Canada’s Not-for-Profit Corporations Act: A Winning Model for Modernizing Governance Standards in Sport Governing Bodies? – Michael Pedersen

By iSportconnect | January 20, 2014

Many sport leaders and key stakeholders of sport are asking themselves, what the role of regulation is or should be in ensuring good governance in sport governing bodies. Some favor voluntary approaches and upholding the autonomy of sport. Some favor regulation and common mandatory minimum standards. Others favor a mix of the two.

This tenth contribution of mine for iSportconnect’s expert column on sport governance offers perspectives on the case of the Canada Not-for-Profit Corporations Act. The contribution focuses on the nature of regulatory minimum standards for good governance that Canadian sport governing bodies are required to comply with by mid October 2014. It also offers some challenging questions for sport leaders to consider about pros and cons of regulatory vs voluntary approaches, as they start the process of modernizing their governance standards for the future.

My 11th contribution is going to be published in the middle of February. It will offer perspectives on the case of the International Paralympic Committee with a focus on gender equality in sport.

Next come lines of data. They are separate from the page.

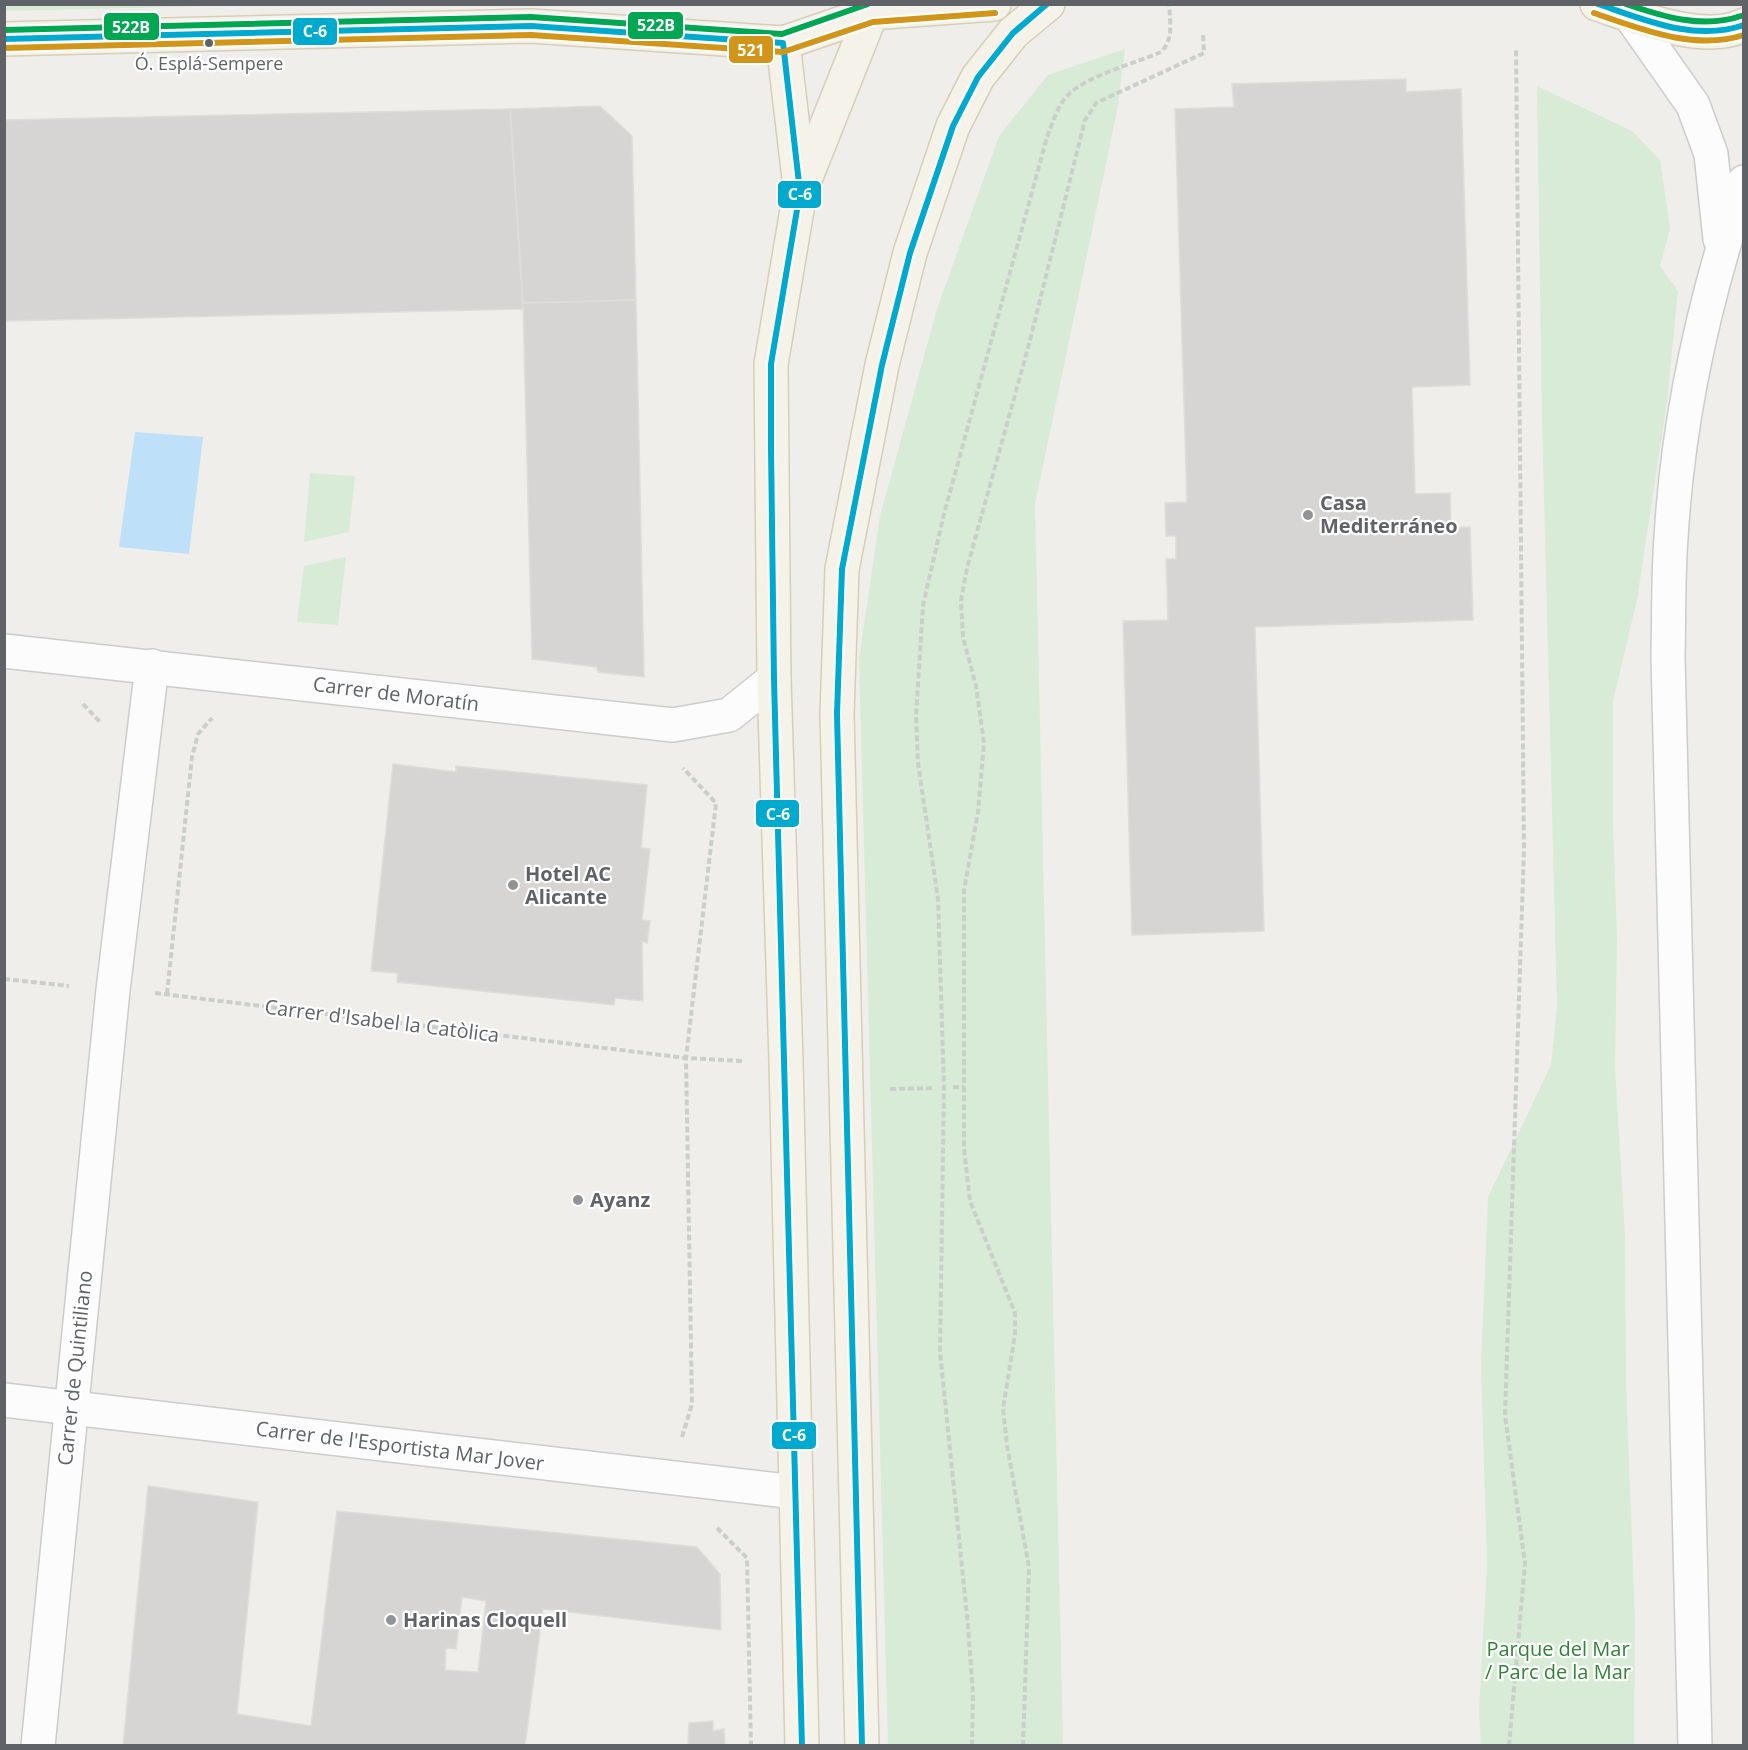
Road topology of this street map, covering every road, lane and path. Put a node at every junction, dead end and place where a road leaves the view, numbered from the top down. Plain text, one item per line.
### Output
1 (994, 4) edge
2 (1048, 4) edge
3 (1169, 4) edge
4 (1597, 4) edge
5 (873, 9) edge
6 (1629, 14) junction
7 (1743, 25) edge
8 (1203, 33) dead end
9 (4, 39) edge
10 (783, 43) junction
11 (1516, 48) dead end
12 (1743, 182) edge
13 (800, 192) junction
14 (1721, 250) junction
15 (4, 651) edge
16 (152, 666) junction
17 (774, 679) junction
18 (81, 702) dead end
19 (218, 711) dead end
20 (101, 730) dead end
21 (680, 765) dead end
22 (4, 979) edge
23 (113, 990) junction
24 (167, 994) junction
25 (686, 1058) junction
26 (749, 1062) dead end
27 (953, 1087) dead end
28 (963, 1087) junction
29 (934, 1088) dead end
30 (884, 1089) dead end
31 (4, 1400) edge
32 (71, 1406) junction
33 (669, 1479) junction
34 (796, 1492) junction
35 (716, 1526) dead end
36 (38, 1746) edge
37 (751, 1746) edge
38 (802, 1746) edge
39 (862, 1746) edge
40 (972, 1746) edge
41 (1023, 1746) edge
42 (1509, 1746) edge
43 (1695, 1746) edge

1 - 5 main road
2 - 39 main road
3 - 40 path
4 - 6 main road
5 - 10 main road
5 - 13 main road
6 - 7 main road
6 - 14 street
8 - 28 path
9 - 10 main road
10 - 13 main road
11 - 42 path
12 - 14 street
13 - 17 main road
14 - 43 street
15 - 16 street, Carrer de Moratín
16 - 17 street, Carrer de Moratín
16 - 23 street, Carrer de Quintiliano
17 - 34 main road
18 - 20 path
19 - 24 path
21 - 25 path
22 - 23 path, Carrer d'Isabel la Catòlica
23 - 24 path, Carrer d'Isabel la Catòlica
23 - 32 street, Carrer de Quintiliano
24 - 25 path, Carrer d'Isabel la Catòlica
25 - 26 path, Carrer d'Isabel la Catòlica
25 - 33 path
27 - 28 path
28 - 41 path
29 - 30 path
31 - 32 street, Carrer de l'Esportista Mar Jover
32 - 33 street, Carrer de l'Esportista Mar Jover
32 - 36 street, Carrer de Quintiliano
33 - 34 street, Carrer de l'Esportista Mar Jover
34 - 38 main road
35 - 37 path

To regulate sport governance or not? – And to what extent?

Many sport leaders attach great importance to upholding the autonomy of sport. While acknowledging that exemplifying good governance is key to avoiding rigorous regulation, they favor voluntary approaches and believe that there is no one-size-fits-all governance model for sport governing bodies, not least because such bodies have very different sizes, resources and challenges.

With governments being the sole or biggest source of sport funding for a lot of sports in many countries, many politicians and regulators have an inherent interest in making sure that sport governing bodies spend public funds effectively and efficiently in a transparent and accountable manner. They favor regulation and minimum standards for good governance for all sport governing bodies to comply with.

Appreciating the value of the two opposing perspectives requires striking a delicate balance. The Canada Not-for-Profit Corporations Act can be seen as an attempt to do exactly that. Some people will say that the Act is just right. Some will say that it has a too narrow or a too broad scope in defining good governance. Others will say that for the areas of governance that it regulates, the Act is too detailed or leaves too much discretion to sport governing bodies in defining good governance themselves. Often, where you stand depends on where you sit.

A brief introduction to the Canada Not-for-Profit Corporations Act

The Canada Not-for-Profit Corporations Act comprises the first significant modernization of Canada’s not-for-profit legislation since 1917. The Act aims at fostering greater public trust and confidence in the not-for-profit sector through accountability, transparency and other means of good governance.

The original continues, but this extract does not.